Take Zimmy for example. She’s a reality-warper, and the only way she can keep any measure of control over her powers is by staying close to a girl called Gamma. While their relationship is neither particularly healthy nor explicitly romantic, there is no doubt that they love each other deeply. Gamma stays awake to the point of collapse to keep from leaving Zimmy alone, and Zimmy’s combination of self-loathing and general misanthropy makes Gamma the only person in the world to whom she shows real affection.
Katerina (Kat) Donlan, the co-main character, is not an example of a queer heroine… yet. Many fans have seen the potential for a romantic relationship between Kat and her best friend Annie. So far, this one is only just moving its way out of subtext, and Kat’s discomfort with being mistaken for gay seems to lean toward her being straight. But it’s also been shown that that discomfort has more to do with other people’s perception of her than it does with her actual feelings for Annie. It remains to be seen whether this storyline will end with one of both of the girls coming out, but this comic is so consistently excellent that I trust the conclusion will make sense for the characters, whatever it is.
Robot and Shadow are a stranger case. They were the first two characters to be introduced, besides Annie, but since the first chapter they have remained mostly in the background. But even outside of the spotlight, their friendship continued to grow. Then, when an accident nearly destroys them both, the shock makes Robot come to the realization that he is in love with Shadow.
This is remarkable because, while other characters use he/him pronouns for Robot and Shadow by default, they are both fairly obviously agender. At least, you’d have a hard time making the case that either of them is male or female. The concept of agender, third gender, or bigender is ridiculously hard to find in fiction, and a romance between two such characters even more so. Yes, it kind of sucks that this representation had to come in the form of supernatural beings instead of human characters, but Robot and Shadow’s relationship continues to be portrayed as sweet and loving – never questioned or played for laughs. They’re pretty great.
The Less Than Epic Adventures of TJ and Amal by EK Weaver
Okay, I lied.
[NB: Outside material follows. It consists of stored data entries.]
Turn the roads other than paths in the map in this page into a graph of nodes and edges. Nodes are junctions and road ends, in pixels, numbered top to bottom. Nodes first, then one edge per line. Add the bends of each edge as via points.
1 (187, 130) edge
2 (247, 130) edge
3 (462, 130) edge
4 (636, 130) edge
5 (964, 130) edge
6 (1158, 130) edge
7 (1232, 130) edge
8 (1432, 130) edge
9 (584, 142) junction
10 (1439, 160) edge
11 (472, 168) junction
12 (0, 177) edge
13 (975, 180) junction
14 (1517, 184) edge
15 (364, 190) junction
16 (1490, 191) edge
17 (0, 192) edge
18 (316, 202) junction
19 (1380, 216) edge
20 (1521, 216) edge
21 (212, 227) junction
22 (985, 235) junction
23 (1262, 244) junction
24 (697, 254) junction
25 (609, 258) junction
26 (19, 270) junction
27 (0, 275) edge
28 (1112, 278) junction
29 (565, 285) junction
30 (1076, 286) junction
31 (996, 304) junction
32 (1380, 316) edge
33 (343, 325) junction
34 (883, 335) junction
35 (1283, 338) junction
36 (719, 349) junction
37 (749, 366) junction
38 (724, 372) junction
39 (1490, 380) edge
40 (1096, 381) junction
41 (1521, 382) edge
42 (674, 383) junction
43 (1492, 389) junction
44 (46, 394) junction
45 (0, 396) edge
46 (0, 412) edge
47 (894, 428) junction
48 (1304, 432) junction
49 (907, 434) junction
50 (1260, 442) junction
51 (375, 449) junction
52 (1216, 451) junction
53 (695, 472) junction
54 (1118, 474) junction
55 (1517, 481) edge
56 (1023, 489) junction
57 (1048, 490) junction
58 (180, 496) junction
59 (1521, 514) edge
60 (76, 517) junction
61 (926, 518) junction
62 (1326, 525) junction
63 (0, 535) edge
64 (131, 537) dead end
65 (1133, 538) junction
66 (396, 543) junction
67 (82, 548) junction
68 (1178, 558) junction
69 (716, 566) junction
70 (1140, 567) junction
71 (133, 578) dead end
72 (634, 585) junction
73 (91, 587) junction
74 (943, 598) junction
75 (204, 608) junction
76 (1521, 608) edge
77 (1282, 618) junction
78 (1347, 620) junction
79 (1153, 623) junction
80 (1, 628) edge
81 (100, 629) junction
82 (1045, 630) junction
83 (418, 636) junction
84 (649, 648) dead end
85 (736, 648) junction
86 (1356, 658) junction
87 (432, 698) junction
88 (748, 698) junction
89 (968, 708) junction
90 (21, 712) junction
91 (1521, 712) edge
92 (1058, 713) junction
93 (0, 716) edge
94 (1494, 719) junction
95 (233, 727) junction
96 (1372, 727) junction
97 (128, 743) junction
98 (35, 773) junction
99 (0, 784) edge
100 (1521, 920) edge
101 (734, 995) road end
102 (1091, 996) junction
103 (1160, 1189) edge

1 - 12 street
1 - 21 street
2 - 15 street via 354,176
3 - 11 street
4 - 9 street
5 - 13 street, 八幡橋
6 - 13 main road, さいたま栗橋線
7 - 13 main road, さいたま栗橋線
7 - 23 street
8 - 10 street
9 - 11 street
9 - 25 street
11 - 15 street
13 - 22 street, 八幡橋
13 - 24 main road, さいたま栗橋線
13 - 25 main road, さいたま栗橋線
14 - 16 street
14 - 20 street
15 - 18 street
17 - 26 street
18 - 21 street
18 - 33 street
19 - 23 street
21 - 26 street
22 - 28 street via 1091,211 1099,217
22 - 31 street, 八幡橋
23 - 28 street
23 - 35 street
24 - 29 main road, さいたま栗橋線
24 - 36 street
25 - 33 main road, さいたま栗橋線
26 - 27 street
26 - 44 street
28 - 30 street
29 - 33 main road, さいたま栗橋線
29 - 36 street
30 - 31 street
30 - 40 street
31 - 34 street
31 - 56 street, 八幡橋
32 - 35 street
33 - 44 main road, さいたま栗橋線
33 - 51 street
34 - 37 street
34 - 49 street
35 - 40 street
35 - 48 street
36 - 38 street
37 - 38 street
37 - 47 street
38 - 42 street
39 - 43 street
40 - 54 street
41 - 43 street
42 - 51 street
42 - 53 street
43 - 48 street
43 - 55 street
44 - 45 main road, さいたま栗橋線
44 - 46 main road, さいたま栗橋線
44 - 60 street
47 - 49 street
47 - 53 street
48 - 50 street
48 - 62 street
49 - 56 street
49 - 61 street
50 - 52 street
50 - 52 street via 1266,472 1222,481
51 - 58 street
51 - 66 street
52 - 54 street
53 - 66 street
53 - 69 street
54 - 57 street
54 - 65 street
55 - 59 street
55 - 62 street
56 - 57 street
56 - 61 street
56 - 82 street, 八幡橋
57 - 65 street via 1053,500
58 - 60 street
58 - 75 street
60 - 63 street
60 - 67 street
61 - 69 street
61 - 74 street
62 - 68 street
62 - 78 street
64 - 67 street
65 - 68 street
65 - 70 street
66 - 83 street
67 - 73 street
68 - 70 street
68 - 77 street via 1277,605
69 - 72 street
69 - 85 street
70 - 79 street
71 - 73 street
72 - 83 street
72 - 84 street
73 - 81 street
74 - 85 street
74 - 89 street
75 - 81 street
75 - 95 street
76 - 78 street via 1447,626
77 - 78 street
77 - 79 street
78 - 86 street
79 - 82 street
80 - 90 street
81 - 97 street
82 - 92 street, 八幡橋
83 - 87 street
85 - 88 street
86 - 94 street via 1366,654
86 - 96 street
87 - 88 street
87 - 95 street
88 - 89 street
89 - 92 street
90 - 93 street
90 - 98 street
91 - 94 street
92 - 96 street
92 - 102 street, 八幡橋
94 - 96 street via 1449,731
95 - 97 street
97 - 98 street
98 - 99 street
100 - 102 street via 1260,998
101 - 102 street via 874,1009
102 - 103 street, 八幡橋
I’m going to kneel and beg you to read this one, too.
This is a comic about a young man, Amal, who has recently been disowned by his family for being gay, and the drifter, TJ, he picks up to drive cross-country with. The art, the pacing, the writing, the characterization – everything is just spot-on. And if you read Weaver’s notes section or follow her on any social networking sites, you will soon gain an appreciation for the mind-boggling amount of work she’s put into this project.
(You should also follow EK Weaver on tumblr if only to see her answer stupid questions about who tops and who bottoms with unexplained 90s rap lyrics.)
TJ and Amal feel less like characters in a comic strip and more like real people who you happen to be watching through a short snapshot of their lives. There’s a sense of things happening within the comic, but just outside its scope. Of things that came before and things that will come after. There’s a very realistic sense of transience and melancholy, even though TJ’s antics will often have you clutching your sides.
And because the world and the people in it feel so real, you will root for these boys all the harder when they finally do hook up and fall in love. Even though you can kind of tell that it probably won’t end the way you’d like. Because hey, that’s life, isn’t it?